There are numerous reports on transcription from both pericentromeric and centromeric chromatin, and it is important to make a distinction between these two types of transcripts, as they arise from two different chromatin environments, and appear to have different functions in the cell. The most important role of pericentromeric transcripts is the maintenance of a heterochromatic state of this region, which in turn provides sister chromatid cohesion, and bi-polar orientation during mitosis [78, 103]. The function of the centromeric transcripts seems to be related to stabilization and assembly of the protein complexes required for normal cell division. The function of pericentromeric and centromeric transcripts, and the exact mechanisms by which they act, seem to be complex. What is evident is that they are involved in the basic regulatory mechanism of crucial cellular processes.

Addressing the functional relevance of specific centromeric transcripts in comparison to the act of transcription itself will be a very important question to fully answer in order to understand the regulation of centromeres. Transcription of the centromeric regions is important for loading of CENP-A nucleosomes through chromatin opening [41, 55, 98], and the transcripts might provide a flexible scaffold that allows assembly or stabilization of the kinetochore proteins. The existence of RNA scaffolds also gives an explanation for the fast evolution of the centromeric DNA sequence.
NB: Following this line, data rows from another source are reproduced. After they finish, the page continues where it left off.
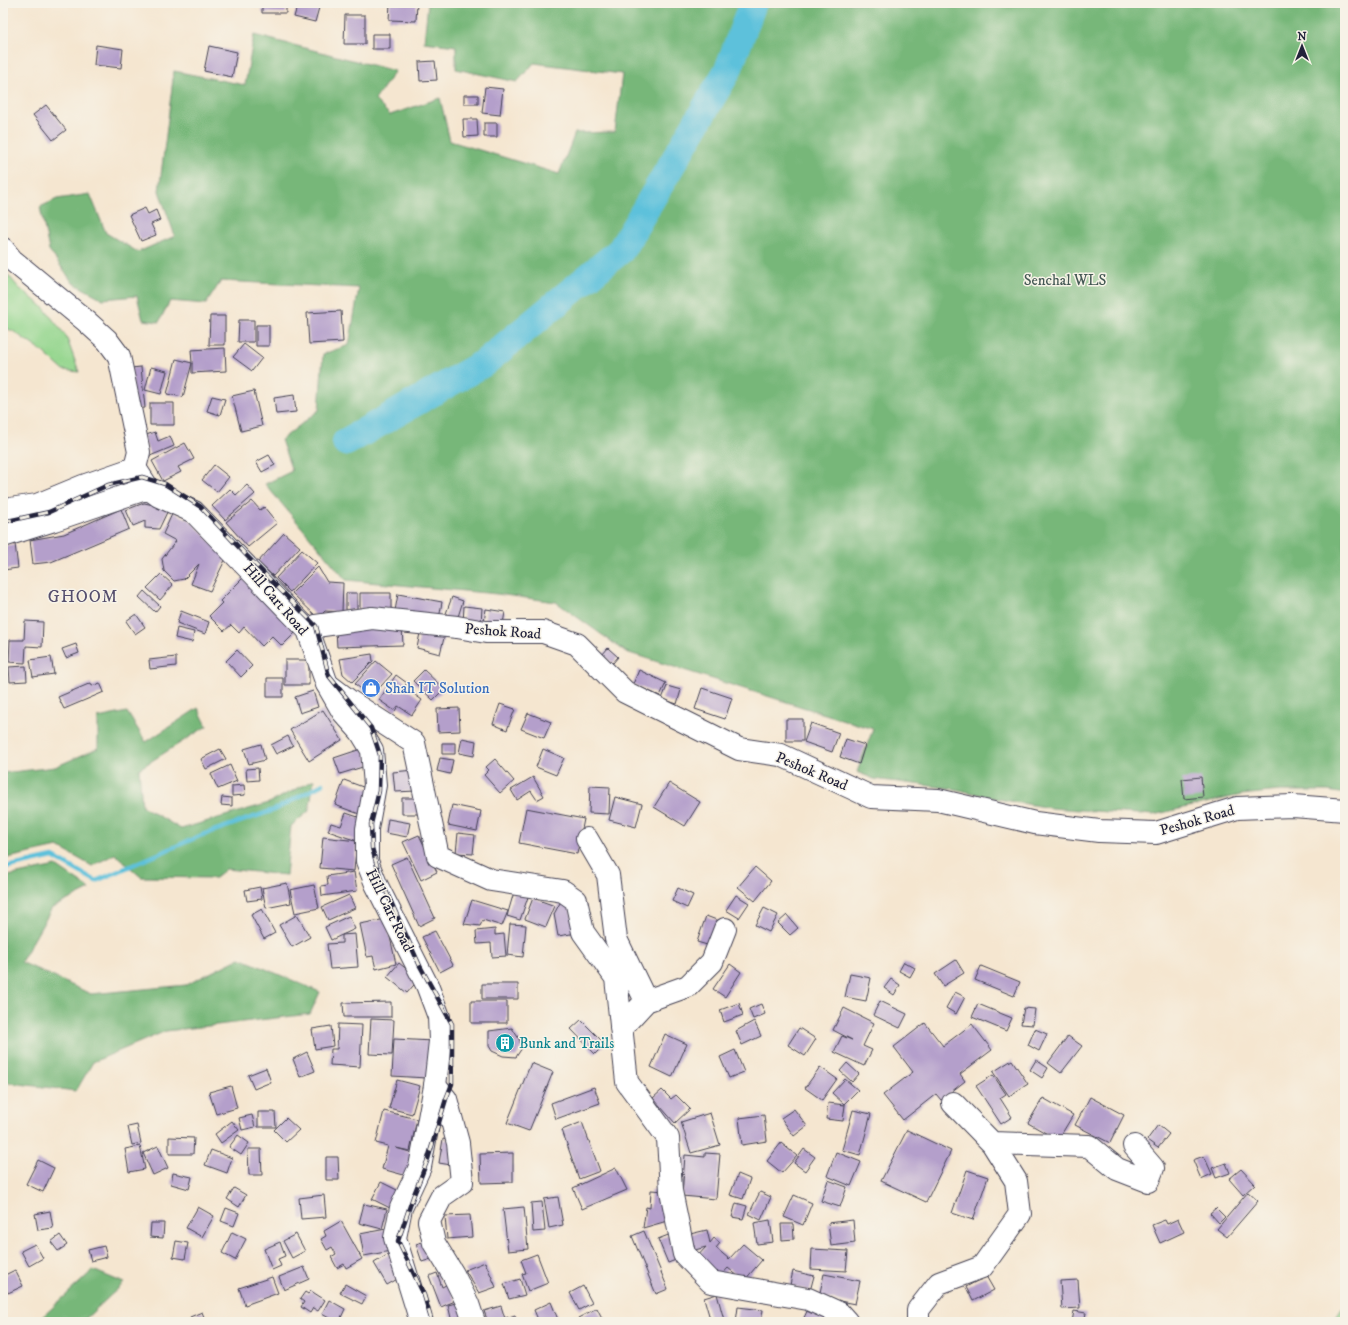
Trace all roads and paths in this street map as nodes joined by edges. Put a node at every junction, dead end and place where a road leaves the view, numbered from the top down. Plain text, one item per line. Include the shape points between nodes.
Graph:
1 (3, 249) edge
2 (135, 468) junction
3 (148, 488) junction
4 (3, 510) edge
5 (3, 536) edge
6 (308, 630) junction
7 (327, 684) junction
8 (1345, 810) edge
9 (587, 839) dead end
10 (725, 929) dead end
11 (646, 1001) junction
12 (621, 1028) junction
13 (434, 1086) junction
14 (953, 1103) dead end
15 (992, 1143) junction
16 (1134, 1146) dead end
17 (421, 1322) edge
18 (474, 1322) edge
19 (847, 1322) edge
20 (918, 1322) edge

1 - 2 main road via 12,260 107,340 119,356 139,452
2 - 3 main road
2 - 4 main road via 37,504
3 - 5 main road
3 - 6 main road, Hill Cart Road via 159,496 194,512
6 - 7 main road, Hill Cart Road
6 - 8 main road, Peshok Road via 316,626 372,618 486,632 543,632 577,644 632,696 739,749 781,755 871,797 938,800 1034,823 1099,832 1156,833 1237,808 1293,806
7 - 12 main road via 414,743 438,856 491,880 563,891 576,900 583,932 616,978
7 - 13 main road, Hill Cart Road via 343,712 361,732 372,750 376,785 367,829 367,861 427,985 439,1017 440,1041
9 - 11 main road via 608,875 616,939
10 - 11 main road via 712,962 688,986
11 - 12 main road
12 - 19 main road via 627,1082 668,1138 671,1191 684,1254 711,1282 808,1300 839,1313
13 - 17 main road, Hill Cart Road via 420,1167 401,1208 395,1238
13 - 18 main road via 446,1099 458,1143 462,1182 442,1196 429,1221 434,1243 453,1274
14 - 15 main road
15 - 16 main road via 1089,1146 1117,1169 1148,1181 1153,1168
15 - 20 main road via 1016,1181 1020,1214 982,1267 939,1283 918,1310

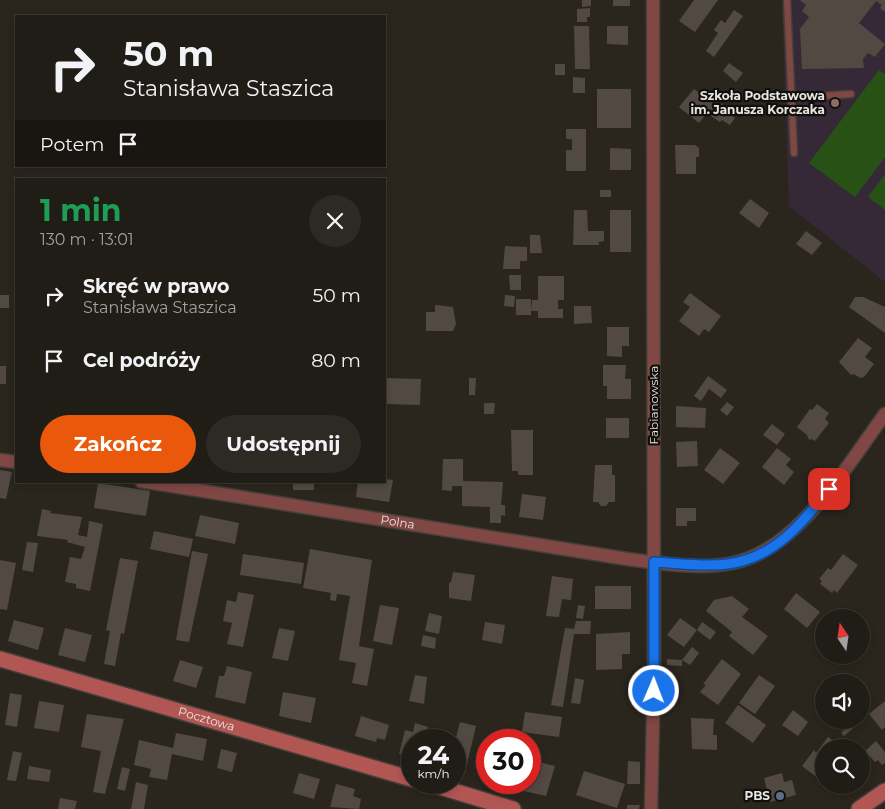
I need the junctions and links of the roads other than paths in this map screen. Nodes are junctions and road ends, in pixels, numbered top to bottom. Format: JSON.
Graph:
{"nodes":[{"id":1,"x":653,"y":0,"type":"edge"},
{"id":2,"x":787,"y":0,"type":"edge"},
{"id":3,"x":852,"y":94,"type":"dead end"},
{"id":4,"x":791,"y":98,"type":"junction"},
{"id":5,"x":794,"y":153,"type":"dead end"},
{"id":6,"x":885,"y":414,"type":"edge"},
{"id":7,"x":0,"y":460,"type":"edge"},
{"id":8,"x":15,"y":462,"type":"edge"},
{"id":9,"x":154,"y":483,"type":"edge"},
{"id":10,"x":654,"y":562,"type":"junction"},
{"id":11,"x":0,"y":659,"type":"edge"},
{"id":12,"x":401,"y":776,"type":"edge"},
{"id":13,"x":885,"y":791,"type":"edge"},
{"id":14,"x":464,"y":794,"type":"edge"},
{"id":15,"x":513,"y":809,"type":"edge"},
{"id":16,"x":652,"y":809,"type":"edge"},
{"id":17,"x":859,"y":809,"type":"edge"}],
"edges":[{"from":1,"to":10,"type":"street","name":"Fabianowska"},
{"from":2,"to":4,"type":"lane"},
{"from":3,"to":4,"type":"lane"},
{"from":4,"to":5,"type":"lane"},
{"from":6,"to":10,"type":"street","name":"Polna"},
{"from":7,"to":8,"type":"street"},
{"from":9,"to":10,"type":"street","name":"Polna"},
{"from":10,"to":16,"type":"street","name":"Fabianowska"},
{"from":11,"to":12,"type":"street","name":"Pocztowa"},
{"from":13,"to":17,"type":"street"},
{"from":14,"to":15,"type":"street"}]}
As long as the secondary structures of RNAs derived from the centromeres is maintained in a way that they can interact with centromeric proteins, the conservation of the exact DNA sequence is not required [22, 92]. Interactions of centromeric transcripts with proteins involved in cell division are just beginning to be elucidated, and this field has the potential to answer many long-standing questions regarding centromere biology, such as high variability of centromeric DNA, and the regulation of centromeric proteins’ positioning and stabilization. Centromeric transcripts present an exciting research field, and by uncovering the mechanisms, we may find more surprises along the way.